Wanita Sidney, de la Première nation Tlingit de Teslin, était toute gênée de raconter ses histoires, disant qu’elle se trouvait bien jeune et inexpérimentée, bien qu’elle chasse depuis plus de 10 ans. Elle a mis l’accent sur l’importance de transmettre cet héritage de la chasse aux jeunes.

« Chasser est un mode de vie. Nous devons le passer aux jeunes générations. C’est un art qui est en train de se perdre, pour lequel l’homme et la femme forment une équipe. La femme chassera généralement plus le petit gibier, mais moi, par exemple, je suis toujours allée chasser l’orignal avec mon mari. »

L’importance de l’éthique

Les sœurs Bélanger ont développé leur sens éthique au contact de ceux avec qui elles chassent, ainsi qu’avec les traditions ancestrales qui entourent la chasse au Yukon, et qui viennent des Premières nations. Édith se rappelle qu’en 2003, lors de son premier voyage de chasse, « la première balle que j’ai tirée a tué le caribou. Avant de commencer à le dépouiller, je l’ai remercié pour sa viande. Nous sommes chanceux de pouvoir manger du caribou. Nous nous devons de respecter une certaine éthique. »

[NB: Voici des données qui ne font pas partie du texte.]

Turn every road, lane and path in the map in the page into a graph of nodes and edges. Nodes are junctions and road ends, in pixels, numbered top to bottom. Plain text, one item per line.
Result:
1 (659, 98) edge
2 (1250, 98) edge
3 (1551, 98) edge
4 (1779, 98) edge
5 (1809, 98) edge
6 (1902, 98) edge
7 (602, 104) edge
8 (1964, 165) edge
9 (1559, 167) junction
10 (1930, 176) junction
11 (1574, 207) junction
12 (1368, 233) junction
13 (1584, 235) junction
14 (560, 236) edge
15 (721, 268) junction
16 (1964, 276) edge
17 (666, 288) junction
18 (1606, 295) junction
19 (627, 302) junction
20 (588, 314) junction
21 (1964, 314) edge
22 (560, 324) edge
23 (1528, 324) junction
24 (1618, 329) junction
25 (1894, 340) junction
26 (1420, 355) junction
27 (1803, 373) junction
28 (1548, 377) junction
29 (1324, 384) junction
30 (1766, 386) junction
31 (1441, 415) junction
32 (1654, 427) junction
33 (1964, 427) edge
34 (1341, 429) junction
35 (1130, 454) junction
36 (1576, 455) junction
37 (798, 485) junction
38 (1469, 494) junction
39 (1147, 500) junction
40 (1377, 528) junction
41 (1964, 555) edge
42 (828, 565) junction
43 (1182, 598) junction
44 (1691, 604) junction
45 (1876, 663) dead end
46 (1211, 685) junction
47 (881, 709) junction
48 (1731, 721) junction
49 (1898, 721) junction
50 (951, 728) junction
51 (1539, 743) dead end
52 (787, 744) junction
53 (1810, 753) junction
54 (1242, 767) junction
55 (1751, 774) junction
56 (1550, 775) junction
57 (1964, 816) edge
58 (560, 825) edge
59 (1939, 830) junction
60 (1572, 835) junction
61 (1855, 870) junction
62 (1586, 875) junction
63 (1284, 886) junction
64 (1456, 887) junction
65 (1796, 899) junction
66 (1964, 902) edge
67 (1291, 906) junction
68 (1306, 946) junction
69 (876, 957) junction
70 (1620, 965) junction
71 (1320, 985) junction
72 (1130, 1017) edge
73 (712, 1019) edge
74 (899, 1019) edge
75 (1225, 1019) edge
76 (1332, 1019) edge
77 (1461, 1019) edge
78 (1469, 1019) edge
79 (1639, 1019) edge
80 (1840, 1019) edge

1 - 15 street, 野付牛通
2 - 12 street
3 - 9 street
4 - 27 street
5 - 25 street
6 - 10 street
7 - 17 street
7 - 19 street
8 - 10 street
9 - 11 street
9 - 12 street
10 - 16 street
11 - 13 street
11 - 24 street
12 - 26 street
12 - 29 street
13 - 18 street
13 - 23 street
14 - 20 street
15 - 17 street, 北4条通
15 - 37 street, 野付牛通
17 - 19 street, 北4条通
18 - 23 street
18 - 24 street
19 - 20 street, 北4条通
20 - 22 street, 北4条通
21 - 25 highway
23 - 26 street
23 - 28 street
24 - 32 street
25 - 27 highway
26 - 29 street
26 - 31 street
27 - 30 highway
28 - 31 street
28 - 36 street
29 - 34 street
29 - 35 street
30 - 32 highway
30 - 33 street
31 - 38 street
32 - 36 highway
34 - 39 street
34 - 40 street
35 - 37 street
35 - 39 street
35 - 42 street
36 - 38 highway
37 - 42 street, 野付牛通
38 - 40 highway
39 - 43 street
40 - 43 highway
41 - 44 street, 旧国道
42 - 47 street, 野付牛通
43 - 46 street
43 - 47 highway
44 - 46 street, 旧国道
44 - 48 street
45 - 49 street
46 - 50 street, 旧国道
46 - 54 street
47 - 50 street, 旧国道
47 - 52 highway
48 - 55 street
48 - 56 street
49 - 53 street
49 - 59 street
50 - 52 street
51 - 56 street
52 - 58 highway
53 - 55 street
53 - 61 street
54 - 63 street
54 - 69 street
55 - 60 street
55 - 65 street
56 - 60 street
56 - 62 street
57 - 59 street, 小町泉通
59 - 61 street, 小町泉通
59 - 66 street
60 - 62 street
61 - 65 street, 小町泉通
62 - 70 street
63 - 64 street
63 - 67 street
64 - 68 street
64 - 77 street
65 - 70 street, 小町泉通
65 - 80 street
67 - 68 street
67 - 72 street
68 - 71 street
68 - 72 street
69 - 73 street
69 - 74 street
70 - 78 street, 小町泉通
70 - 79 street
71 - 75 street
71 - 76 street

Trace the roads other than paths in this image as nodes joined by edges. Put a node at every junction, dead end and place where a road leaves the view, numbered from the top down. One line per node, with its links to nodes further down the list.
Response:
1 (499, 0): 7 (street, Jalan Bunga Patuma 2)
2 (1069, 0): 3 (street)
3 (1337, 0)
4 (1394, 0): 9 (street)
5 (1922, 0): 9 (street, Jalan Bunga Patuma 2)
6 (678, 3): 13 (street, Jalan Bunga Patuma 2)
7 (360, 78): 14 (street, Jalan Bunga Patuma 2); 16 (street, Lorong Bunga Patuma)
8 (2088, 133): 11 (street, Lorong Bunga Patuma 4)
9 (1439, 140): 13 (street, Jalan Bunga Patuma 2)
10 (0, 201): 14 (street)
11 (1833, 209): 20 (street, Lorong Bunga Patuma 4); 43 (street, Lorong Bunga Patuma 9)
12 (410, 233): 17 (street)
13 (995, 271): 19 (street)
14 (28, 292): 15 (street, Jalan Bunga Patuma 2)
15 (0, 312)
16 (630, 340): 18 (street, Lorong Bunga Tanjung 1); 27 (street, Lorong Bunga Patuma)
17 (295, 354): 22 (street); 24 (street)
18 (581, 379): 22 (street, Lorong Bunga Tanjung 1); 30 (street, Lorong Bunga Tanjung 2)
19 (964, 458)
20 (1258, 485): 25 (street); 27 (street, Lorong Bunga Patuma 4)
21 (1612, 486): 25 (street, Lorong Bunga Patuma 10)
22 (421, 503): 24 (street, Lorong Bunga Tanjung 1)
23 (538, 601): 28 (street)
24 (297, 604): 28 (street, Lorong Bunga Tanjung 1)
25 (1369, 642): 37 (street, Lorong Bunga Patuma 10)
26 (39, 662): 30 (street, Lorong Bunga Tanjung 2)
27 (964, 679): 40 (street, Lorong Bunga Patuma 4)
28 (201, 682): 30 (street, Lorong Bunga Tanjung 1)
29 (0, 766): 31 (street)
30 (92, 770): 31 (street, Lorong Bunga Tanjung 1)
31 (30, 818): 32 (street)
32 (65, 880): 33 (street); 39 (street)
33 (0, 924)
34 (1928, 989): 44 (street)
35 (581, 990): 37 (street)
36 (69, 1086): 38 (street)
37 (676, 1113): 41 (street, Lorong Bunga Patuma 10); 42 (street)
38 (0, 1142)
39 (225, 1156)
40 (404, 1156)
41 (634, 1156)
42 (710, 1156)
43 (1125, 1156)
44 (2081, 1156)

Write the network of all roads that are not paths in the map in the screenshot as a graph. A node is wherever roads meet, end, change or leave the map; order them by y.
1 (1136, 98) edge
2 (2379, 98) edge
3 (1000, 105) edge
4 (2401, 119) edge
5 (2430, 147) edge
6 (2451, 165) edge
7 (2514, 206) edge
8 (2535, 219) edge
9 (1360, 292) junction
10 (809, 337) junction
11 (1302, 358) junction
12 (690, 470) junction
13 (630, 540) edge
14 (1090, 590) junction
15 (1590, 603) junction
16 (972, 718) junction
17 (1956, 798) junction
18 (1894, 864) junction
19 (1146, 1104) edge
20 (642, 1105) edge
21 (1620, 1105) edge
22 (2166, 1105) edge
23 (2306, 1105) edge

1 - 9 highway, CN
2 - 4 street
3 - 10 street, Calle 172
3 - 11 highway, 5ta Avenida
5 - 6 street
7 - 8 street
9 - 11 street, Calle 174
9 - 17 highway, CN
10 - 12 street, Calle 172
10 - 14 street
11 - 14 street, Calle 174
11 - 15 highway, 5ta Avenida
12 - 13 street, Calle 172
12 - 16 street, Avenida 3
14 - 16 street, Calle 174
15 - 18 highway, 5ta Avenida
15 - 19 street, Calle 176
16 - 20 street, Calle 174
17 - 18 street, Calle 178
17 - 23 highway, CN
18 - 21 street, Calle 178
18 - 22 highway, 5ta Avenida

Personnellement, elle a fait le choix de ne pas tuer de femelles caribous, même si la loi le permet. Pour sa part, lorsque Karine tire un caribou, elle prend un moment et lui ferme les paupières en lui disant qu’il sera bien utilisé. « Les femmes, mais aussi les hommes, avec qui je décide de chasser sont humbles devant le fait de pouvoir être dans le bois en train de chasser, et cultivent un immense respect pour l’animal et son environnement », conclut Nansi Cunningham.